START RECORDS SUPPLIED

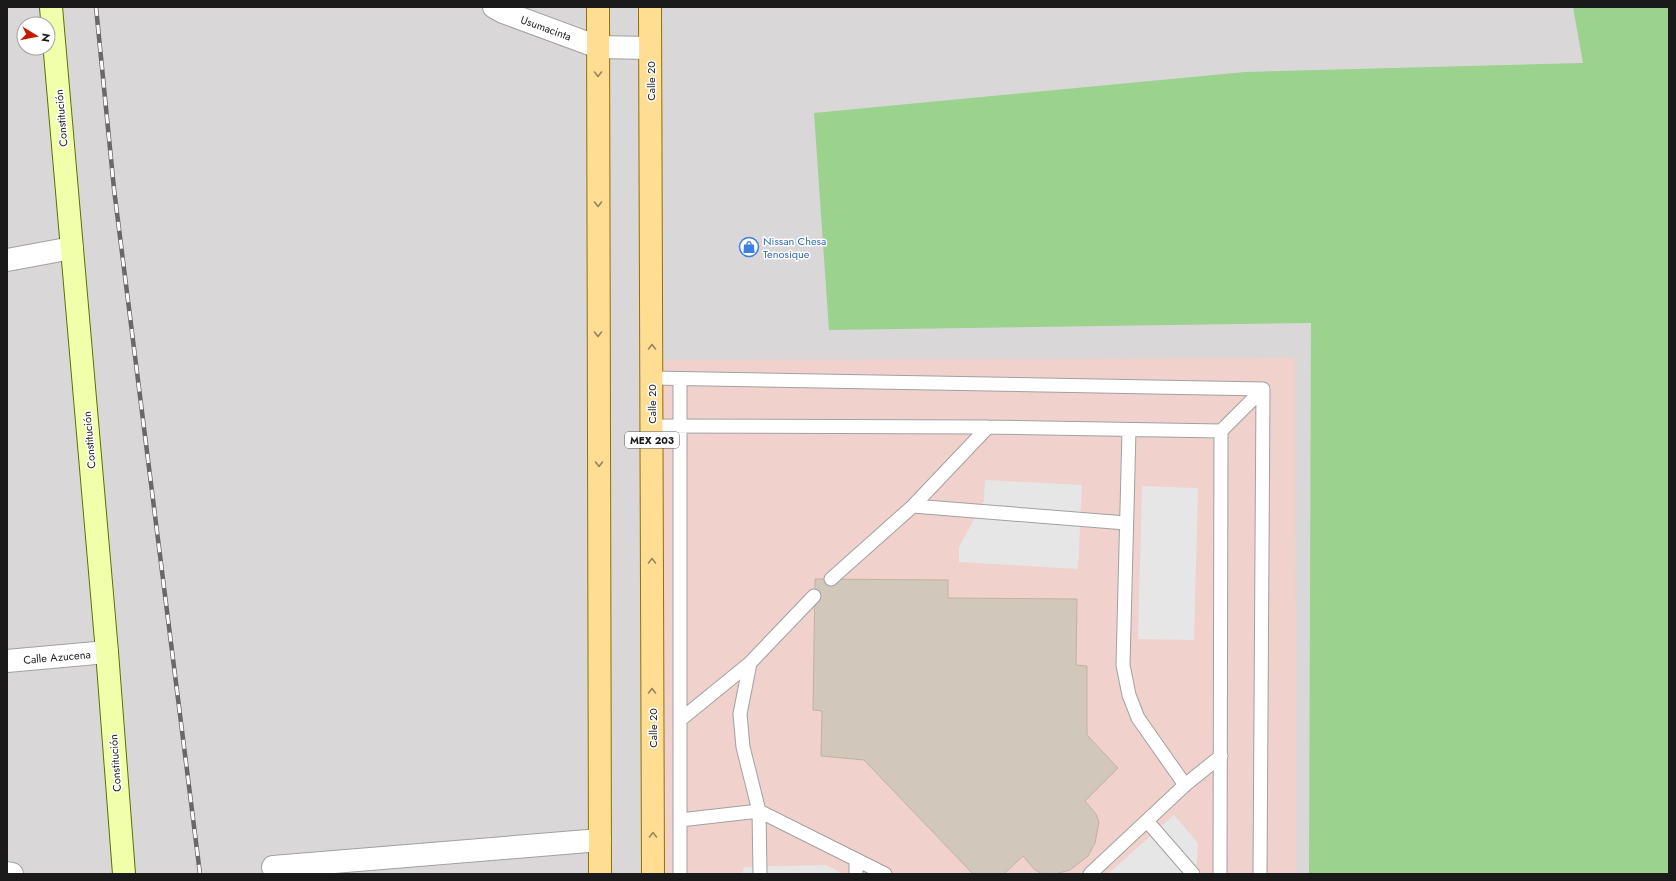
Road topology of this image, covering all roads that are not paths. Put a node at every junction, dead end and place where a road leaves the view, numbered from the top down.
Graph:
1 (51, 7) edge
2 (494, 7) edge
3 (598, 7) edge
4 (650, 7) edge
5 (598, 47) junction
6 (650, 48) junction
7 (72, 248) junction
8 (7, 260) edge
9 (652, 378) junction
10 (680, 379) junction
11 (1263, 389) junction
12 (652, 426) junction
13 (681, 427) junction
14 (988, 427) junction
15 (1129, 430) junction
16 (1221, 431) junction
17 (913, 506) junction
18 (1126, 523) junction
19 (831, 579) dead end
20 (814, 596) dead end
21 (107, 652) junction
22 (7, 661) edge
23 (750, 663) junction
24 (680, 720) junction
25 (1221, 756) junction
26 (1185, 785) junction
27 (759, 811) junction
28 (680, 820) junction
29 (1147, 821) junction
30 (600, 840) junction
31 (856, 860) junction
32 (273, 867) dead end
33 (7, 873) edge
34 (12, 874) edge
35 (124, 874) edge
36 (600, 874) edge
37 (653, 874) edge
38 (680, 874) edge
39 (760, 874) edge
40 (856, 874) edge
41 (885, 874) edge
42 (1090, 874) edge
43 (1193, 874) edge
44 (1220, 874) edge
45 (1260, 874) edge

1 - 7 main road, Constitución
2 - 5 street, Usumacinta
3 - 5 main road
4 - 6 main road, Calle 20 / MEX 203
5 - 6 street, Usumacinta
5 -> 30 main road
9 -> 6 main road, Calle 20 / MEX 203
7 - 8 street
7 - 21 main road, Constitución
9 - 10 lane
9 - 12 main road, Calle 20 / MEX 203
10 - 11 lane
10 - 13 lane
11 - 16 lane
11 - 45 lane
12 - 13 lane
37 -> 12 main road, Calle 20 / MEX 203
13 - 14 lane
13 - 24 lane
14 - 15 lane
14 - 17 lane
15 - 16 lane
15 - 18 lane
16 - 25 lane
17 - 18 lane
17 - 19 lane
18 - 26 lane
20 - 23 lane
21 - 22 street, Calle Azucena
21 - 35 main road, Constitución
23 - 24 lane
23 - 27 lane
24 - 28 lane
25 - 26 lane
25 - 44 lane
26 - 29 lane
27 - 28 lane
27 - 31 lane
27 - 39 lane
28 - 38 lane
29 - 42 lane
29 - 43 lane
30 - 32 street
30 - 36 main road
31 - 40 lane
31 - 41 lane
33 - 34 street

END RECORDS SUPPLIED

EXERCISE AIM » Without the pictures, restate all of the entries word for word.

RESULT OF THE TASK »
Road topology of this image, covering all roads that are not paths. Put a node at every junction, dead end and place where a road leaves the view, numbered from the top down.
Graph:
1 (51, 7) edge
2 (494, 7) edge
3 (598, 7) edge
4 (650, 7) edge
5 (598, 47) junction
6 (650, 48) junction
7 (72, 248) junction
8 (7, 260) edge
9 (652, 378) junction
10 (680, 379) junction
11 (1263, 389) junction
12 (652, 426) junction
13 (681, 427) junction
14 (988, 427) junction
15 (1129, 430) junction
16 (1221, 431) junction
17 (913, 506) junction
18 (1126, 523) junction
19 (831, 579) dead end
20 (814, 596) dead end
21 (107, 652) junction
22 (7, 661) edge
23 (750, 663) junction
24 (680, 720) junction
25 (1221, 756) junction
26 (1185, 785) junction
27 (759, 811) junction
28 (680, 820) junction
29 (1147, 821) junction
30 (600, 840) junction
31 (856, 860) junction
32 (273, 867) dead end
33 (7, 873) edge
34 (12, 874) edge
35 (124, 874) edge
36 (600, 874) edge
37 (653, 874) edge
38 (680, 874) edge
39 (760, 874) edge
40 (856, 874) edge
41 (885, 874) edge
42 (1090, 874) edge
43 (1193, 874) edge
44 (1220, 874) edge
45 (1260, 874) edge

1 - 7 main road, Constitución
2 - 5 street, Usumacinta
3 - 5 main road
4 - 6 main road, Calle 20 / MEX 203
5 - 6 street, Usumacinta
5 -> 30 main road
9 -> 6 main road, Calle 20 / MEX 203
7 - 8 street
7 - 21 main road, Constitución
9 - 10 lane
9 - 12 main road, Calle 20 / MEX 203
10 - 11 lane
10 - 13 lane
11 - 16 lane
11 - 45 lane
12 - 13 lane
37 -> 12 main road, Calle 20 / MEX 203
13 - 14 lane
13 - 24 lane
14 - 15 lane
14 - 17 lane
15 - 16 lane
15 - 18 lane
16 - 25 lane
17 - 18 lane
17 - 19 lane
18 - 26 lane
20 - 23 lane
21 - 22 street, Calle Azucena
21 - 35 main road, Constitución
23 - 24 lane
23 - 27 lane
24 - 28 lane
25 - 26 lane
25 - 44 lane
26 - 29 lane
27 - 28 lane
27 - 31 lane
27 - 39 lane
28 - 38 lane
29 - 42 lane
29 - 43 lane
30 - 32 street
30 - 36 main road
31 - 40 lane
31 - 41 lane
33 - 34 street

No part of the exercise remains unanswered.